BEGIN

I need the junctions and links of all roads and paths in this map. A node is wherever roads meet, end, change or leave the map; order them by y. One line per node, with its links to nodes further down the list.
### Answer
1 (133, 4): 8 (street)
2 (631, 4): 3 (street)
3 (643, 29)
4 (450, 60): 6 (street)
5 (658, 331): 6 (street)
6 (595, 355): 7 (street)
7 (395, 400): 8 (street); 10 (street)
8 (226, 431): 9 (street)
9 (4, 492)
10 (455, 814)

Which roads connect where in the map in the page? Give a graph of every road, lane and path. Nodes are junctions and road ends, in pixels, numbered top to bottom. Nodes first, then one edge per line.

END
BEGIN

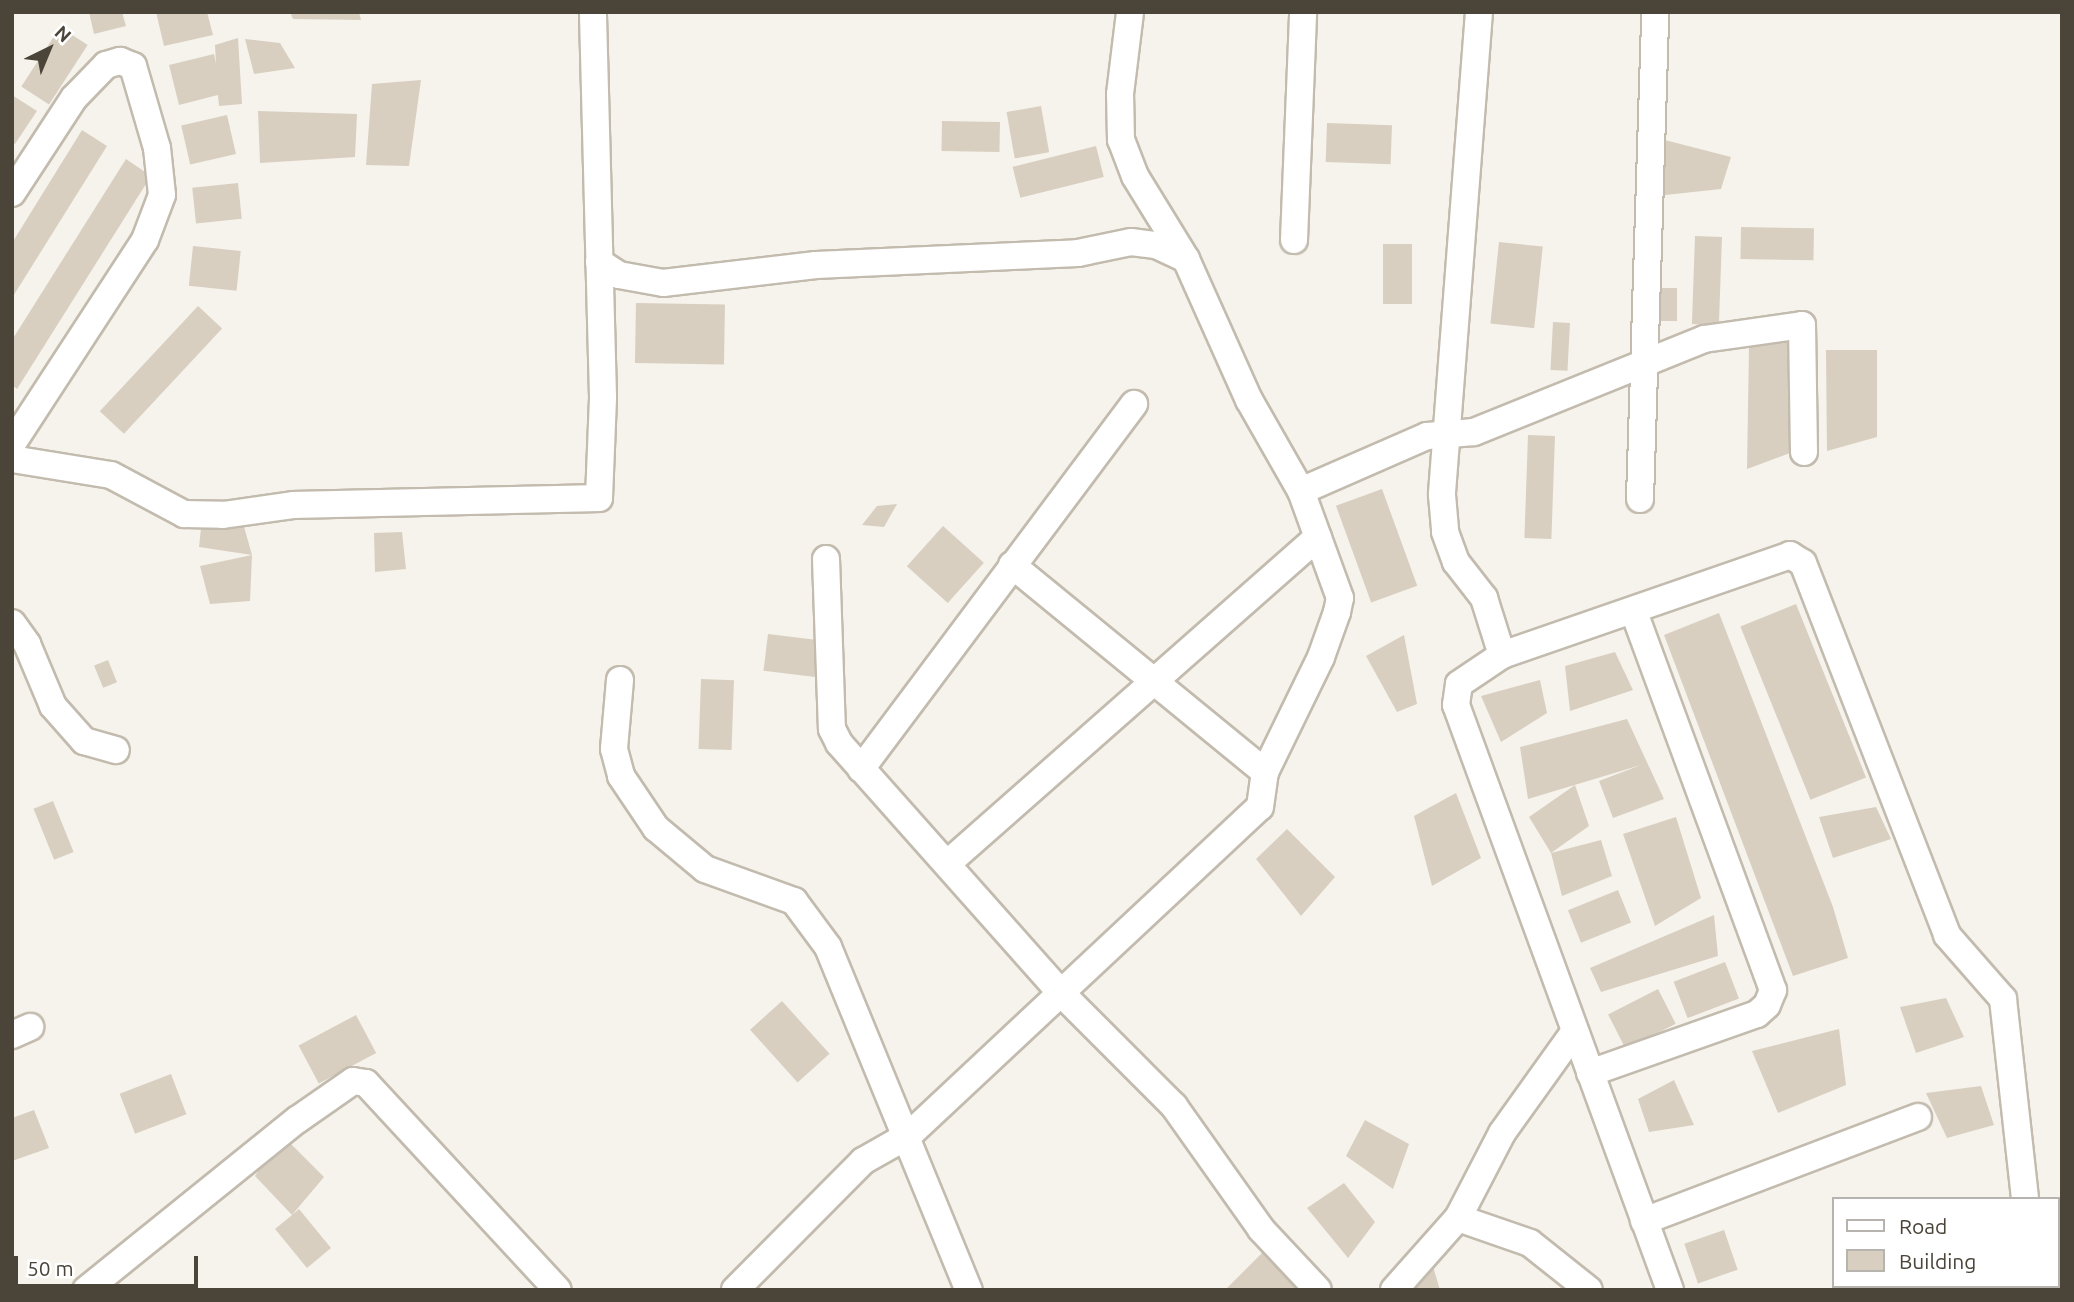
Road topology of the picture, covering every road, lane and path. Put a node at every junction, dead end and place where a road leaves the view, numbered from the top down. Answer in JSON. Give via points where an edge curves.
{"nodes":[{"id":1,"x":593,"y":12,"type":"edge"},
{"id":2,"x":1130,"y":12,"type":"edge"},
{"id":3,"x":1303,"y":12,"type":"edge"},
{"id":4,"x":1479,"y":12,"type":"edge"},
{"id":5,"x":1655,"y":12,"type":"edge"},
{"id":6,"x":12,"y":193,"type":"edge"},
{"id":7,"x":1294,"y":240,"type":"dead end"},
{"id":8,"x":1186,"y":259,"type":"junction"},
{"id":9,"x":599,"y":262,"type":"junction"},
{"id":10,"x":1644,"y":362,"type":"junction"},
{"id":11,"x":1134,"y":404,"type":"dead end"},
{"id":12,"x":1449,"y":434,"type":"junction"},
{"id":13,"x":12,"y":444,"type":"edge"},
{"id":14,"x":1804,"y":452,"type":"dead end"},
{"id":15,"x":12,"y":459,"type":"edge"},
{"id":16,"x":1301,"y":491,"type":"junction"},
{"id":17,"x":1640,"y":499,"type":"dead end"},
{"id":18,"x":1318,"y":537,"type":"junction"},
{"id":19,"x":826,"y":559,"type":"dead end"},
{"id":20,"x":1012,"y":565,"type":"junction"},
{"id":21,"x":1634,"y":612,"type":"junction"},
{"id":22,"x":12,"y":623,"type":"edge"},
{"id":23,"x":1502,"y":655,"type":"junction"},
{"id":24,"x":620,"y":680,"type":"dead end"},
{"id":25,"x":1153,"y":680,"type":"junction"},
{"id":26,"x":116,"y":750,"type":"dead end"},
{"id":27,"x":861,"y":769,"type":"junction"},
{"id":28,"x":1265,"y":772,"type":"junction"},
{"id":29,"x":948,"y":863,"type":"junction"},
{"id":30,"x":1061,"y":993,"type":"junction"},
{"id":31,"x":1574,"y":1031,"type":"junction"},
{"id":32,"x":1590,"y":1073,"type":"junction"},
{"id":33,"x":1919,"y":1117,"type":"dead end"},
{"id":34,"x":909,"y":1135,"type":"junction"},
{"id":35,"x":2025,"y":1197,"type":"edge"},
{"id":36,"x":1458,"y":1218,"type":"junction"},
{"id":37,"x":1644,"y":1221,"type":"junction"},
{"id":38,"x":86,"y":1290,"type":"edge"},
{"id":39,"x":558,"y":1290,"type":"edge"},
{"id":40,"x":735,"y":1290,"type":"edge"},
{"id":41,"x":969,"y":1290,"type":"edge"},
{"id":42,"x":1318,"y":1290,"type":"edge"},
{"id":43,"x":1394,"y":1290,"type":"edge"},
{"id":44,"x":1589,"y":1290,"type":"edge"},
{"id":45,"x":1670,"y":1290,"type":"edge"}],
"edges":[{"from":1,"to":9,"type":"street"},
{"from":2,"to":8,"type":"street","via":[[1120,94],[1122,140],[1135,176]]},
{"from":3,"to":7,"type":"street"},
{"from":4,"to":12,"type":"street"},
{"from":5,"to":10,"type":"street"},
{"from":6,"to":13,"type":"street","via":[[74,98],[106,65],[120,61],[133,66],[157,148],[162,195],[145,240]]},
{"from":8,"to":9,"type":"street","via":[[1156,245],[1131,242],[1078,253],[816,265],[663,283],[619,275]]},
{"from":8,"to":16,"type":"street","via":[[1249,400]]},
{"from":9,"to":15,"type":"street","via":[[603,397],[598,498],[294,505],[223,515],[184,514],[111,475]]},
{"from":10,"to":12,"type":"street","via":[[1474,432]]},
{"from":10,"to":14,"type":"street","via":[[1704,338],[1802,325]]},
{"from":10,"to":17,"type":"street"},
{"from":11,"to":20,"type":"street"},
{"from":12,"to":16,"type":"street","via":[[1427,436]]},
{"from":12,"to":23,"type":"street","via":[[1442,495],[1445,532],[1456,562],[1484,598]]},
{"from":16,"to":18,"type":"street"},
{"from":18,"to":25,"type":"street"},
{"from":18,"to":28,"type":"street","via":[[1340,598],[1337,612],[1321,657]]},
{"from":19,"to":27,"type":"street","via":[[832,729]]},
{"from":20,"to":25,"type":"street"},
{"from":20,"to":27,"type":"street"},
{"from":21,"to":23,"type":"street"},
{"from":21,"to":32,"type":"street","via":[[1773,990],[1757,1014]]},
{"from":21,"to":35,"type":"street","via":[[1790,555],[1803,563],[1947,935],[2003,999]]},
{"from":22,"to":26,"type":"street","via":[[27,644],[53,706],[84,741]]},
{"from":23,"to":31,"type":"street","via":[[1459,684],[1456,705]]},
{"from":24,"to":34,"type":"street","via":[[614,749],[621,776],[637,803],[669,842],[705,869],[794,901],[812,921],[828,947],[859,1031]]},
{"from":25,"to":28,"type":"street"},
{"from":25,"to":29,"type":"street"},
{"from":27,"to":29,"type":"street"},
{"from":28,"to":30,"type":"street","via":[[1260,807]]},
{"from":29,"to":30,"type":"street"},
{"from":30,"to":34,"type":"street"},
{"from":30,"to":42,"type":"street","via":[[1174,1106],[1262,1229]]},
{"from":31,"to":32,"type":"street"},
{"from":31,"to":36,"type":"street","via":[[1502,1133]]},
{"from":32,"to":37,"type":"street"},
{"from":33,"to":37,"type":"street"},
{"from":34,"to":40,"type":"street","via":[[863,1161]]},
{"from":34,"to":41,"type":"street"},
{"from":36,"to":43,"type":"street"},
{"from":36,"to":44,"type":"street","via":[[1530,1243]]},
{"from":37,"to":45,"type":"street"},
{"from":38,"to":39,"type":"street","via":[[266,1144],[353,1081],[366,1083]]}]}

END

What you will do.
Your task is to transcribe, with no changes, only the lines of the listing above that lie between the line holding "I need the junctions" and the line holding "Which roads connect", inclusive.

Output for this exercise.
I need the junctions and links of all roads and paths in this map. A node is wherever roads meet, end, change or leave the map; order them by y. One line per node, with its links to nodes further down the list.
### Answer
1 (133, 4): 8 (street)
2 (631, 4): 3 (street)
3 (643, 29)
4 (450, 60): 6 (street)
5 (658, 331): 6 (street)
6 (595, 355): 7 (street)
7 (395, 400): 8 (street); 10 (street)
8 (226, 431): 9 (street)
9 (4, 492)
10 (455, 814)

Which roads connect where in the map in the page? Give a graph of every road, lane and path. Nodes are junctions and road ends, in pixels, numbered top to bottom. Nodes first, then one edge per line.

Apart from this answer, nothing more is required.